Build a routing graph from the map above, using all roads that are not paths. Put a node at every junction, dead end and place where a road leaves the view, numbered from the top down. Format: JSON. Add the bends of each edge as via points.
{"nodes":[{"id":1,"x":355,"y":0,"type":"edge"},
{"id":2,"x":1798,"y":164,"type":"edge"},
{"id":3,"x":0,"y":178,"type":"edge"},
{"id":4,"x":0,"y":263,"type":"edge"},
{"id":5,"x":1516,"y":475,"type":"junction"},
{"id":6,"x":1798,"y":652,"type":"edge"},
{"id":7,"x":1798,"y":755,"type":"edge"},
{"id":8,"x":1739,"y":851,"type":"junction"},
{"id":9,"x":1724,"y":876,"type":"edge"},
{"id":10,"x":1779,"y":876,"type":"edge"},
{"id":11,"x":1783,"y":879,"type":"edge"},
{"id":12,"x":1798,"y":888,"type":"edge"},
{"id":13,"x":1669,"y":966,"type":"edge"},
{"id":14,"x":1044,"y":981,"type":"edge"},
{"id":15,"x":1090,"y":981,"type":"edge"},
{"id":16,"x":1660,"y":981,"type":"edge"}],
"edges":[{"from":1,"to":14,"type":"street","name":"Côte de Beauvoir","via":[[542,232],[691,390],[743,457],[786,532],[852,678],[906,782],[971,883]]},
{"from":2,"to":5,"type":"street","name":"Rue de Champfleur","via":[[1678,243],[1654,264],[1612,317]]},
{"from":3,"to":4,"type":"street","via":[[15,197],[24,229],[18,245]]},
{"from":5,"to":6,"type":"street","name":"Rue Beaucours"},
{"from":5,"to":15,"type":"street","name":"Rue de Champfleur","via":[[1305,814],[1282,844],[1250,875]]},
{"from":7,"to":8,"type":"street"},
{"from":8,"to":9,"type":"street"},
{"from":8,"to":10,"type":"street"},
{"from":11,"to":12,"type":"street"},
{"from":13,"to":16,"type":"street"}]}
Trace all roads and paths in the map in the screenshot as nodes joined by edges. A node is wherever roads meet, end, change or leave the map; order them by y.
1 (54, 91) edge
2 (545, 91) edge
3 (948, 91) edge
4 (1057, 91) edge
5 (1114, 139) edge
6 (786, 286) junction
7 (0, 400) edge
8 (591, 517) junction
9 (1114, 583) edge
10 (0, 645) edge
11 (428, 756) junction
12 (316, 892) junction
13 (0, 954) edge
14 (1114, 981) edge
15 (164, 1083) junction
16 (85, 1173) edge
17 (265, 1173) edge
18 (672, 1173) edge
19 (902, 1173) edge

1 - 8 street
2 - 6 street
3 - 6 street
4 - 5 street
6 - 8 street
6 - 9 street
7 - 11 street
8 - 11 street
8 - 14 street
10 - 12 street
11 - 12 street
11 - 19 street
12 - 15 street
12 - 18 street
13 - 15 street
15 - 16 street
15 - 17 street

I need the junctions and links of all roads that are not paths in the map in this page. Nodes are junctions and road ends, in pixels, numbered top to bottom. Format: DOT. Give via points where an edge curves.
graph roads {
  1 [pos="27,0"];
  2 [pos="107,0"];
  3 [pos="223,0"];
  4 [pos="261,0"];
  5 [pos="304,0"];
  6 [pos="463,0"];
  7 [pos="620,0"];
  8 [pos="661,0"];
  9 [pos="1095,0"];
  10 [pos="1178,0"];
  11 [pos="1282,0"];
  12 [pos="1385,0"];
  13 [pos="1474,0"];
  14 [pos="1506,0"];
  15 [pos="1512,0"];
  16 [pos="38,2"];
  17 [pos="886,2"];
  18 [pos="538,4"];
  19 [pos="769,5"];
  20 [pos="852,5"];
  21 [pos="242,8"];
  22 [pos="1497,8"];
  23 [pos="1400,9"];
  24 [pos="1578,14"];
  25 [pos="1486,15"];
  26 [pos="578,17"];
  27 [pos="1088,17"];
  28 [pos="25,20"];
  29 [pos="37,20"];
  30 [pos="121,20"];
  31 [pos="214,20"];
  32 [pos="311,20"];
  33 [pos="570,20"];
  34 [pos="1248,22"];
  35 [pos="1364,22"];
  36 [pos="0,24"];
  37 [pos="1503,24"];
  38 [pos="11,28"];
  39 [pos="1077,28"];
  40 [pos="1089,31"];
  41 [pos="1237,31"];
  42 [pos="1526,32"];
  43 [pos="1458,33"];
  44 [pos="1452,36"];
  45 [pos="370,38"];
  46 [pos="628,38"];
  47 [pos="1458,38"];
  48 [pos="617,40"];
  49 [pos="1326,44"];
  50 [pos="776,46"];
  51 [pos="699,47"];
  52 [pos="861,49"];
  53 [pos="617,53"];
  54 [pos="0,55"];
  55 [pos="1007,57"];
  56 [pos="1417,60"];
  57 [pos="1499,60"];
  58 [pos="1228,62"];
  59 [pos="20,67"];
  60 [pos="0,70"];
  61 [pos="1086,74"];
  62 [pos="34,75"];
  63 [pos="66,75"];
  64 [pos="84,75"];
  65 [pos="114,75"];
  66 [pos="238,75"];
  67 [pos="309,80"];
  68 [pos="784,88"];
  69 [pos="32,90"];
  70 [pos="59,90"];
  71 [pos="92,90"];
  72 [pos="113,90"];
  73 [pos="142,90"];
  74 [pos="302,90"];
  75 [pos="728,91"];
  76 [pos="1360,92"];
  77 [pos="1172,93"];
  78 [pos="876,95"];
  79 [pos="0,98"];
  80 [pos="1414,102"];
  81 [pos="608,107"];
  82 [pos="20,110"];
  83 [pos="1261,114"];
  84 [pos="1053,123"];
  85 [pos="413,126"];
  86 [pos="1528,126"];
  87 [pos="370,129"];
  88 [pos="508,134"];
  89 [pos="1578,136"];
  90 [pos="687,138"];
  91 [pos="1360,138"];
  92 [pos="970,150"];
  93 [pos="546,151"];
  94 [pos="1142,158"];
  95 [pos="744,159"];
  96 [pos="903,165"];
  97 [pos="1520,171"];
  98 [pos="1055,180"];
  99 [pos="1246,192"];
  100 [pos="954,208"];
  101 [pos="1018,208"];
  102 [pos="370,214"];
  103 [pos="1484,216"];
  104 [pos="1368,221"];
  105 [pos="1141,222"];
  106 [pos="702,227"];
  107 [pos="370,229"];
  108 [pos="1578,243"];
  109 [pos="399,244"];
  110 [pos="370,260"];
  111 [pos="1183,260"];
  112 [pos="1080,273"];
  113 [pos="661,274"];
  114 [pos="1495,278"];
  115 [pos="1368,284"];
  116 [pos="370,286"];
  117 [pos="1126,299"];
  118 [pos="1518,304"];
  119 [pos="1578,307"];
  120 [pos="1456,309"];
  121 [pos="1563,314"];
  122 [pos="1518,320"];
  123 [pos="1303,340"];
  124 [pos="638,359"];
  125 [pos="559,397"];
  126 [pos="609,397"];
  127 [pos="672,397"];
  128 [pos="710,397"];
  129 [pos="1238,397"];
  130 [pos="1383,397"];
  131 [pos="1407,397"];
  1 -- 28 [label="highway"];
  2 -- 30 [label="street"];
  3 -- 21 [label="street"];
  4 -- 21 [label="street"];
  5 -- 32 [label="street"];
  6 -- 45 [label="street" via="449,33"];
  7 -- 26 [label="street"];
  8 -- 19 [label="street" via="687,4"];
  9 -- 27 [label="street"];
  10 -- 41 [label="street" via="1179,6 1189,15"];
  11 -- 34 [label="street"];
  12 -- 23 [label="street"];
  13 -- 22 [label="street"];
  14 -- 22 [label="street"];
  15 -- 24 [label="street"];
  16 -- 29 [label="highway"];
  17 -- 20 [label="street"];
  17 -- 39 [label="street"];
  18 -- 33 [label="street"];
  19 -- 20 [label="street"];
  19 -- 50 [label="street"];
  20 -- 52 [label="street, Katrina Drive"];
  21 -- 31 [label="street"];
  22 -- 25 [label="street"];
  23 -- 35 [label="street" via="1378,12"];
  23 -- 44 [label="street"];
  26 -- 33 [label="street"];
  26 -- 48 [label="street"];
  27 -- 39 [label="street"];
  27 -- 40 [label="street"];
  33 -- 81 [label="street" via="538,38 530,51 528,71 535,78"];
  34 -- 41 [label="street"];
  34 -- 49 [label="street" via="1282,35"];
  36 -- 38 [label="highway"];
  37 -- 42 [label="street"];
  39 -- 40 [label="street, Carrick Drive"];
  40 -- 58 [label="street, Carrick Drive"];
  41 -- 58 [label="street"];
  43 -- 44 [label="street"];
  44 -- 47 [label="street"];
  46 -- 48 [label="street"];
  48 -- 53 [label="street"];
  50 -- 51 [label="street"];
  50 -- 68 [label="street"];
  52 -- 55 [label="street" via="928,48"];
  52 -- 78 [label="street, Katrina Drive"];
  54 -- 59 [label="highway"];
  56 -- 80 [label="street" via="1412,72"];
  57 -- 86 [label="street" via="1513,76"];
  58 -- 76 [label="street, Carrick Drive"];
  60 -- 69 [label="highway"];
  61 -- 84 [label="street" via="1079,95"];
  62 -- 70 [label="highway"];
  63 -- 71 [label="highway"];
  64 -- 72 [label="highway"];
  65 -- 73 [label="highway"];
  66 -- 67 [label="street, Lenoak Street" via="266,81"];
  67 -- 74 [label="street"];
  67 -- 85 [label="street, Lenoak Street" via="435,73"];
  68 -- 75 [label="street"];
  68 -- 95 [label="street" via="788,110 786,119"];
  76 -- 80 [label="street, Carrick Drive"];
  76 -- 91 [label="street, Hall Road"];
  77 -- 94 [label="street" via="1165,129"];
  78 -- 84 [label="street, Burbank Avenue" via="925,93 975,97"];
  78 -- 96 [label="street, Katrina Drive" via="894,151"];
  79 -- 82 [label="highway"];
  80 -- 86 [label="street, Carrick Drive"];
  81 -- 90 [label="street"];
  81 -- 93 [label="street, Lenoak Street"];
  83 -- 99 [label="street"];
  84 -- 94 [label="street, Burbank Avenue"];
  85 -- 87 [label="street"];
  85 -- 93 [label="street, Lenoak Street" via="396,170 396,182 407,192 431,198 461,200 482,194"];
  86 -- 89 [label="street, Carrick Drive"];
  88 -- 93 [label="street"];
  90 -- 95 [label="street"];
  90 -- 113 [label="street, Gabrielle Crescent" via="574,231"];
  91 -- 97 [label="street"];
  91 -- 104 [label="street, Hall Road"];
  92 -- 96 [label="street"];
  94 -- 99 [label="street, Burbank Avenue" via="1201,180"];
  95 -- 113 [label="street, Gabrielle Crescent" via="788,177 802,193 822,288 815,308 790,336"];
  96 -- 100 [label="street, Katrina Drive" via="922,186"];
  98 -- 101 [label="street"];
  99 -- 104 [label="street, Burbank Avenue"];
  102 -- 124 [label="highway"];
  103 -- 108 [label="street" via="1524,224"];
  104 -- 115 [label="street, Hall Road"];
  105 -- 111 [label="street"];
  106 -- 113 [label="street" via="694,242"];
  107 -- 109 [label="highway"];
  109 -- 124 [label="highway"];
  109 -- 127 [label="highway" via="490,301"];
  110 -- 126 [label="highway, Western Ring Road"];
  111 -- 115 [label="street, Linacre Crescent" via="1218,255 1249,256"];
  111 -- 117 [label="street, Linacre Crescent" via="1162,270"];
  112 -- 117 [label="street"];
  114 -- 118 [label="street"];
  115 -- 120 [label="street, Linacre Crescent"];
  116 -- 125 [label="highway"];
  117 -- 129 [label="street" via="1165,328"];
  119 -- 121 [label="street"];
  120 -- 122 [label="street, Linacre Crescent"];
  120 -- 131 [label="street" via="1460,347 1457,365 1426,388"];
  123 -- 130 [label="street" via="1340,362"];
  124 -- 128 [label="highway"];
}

* To do *
Pull out each line of the entries that contains "Carrick".

* Answer section *
  39 -- 40 [label="street, Carrick Drive"];
  40 -- 58 [label="street, Carrick Drive"];
  58 -- 76 [label="street, Carrick Drive"];
  76 -- 80 [label="street, Carrick Drive"];
  80 -- 86 [label="street, Carrick Drive"];
  86 -- 89 [label="street, Carrick Drive"];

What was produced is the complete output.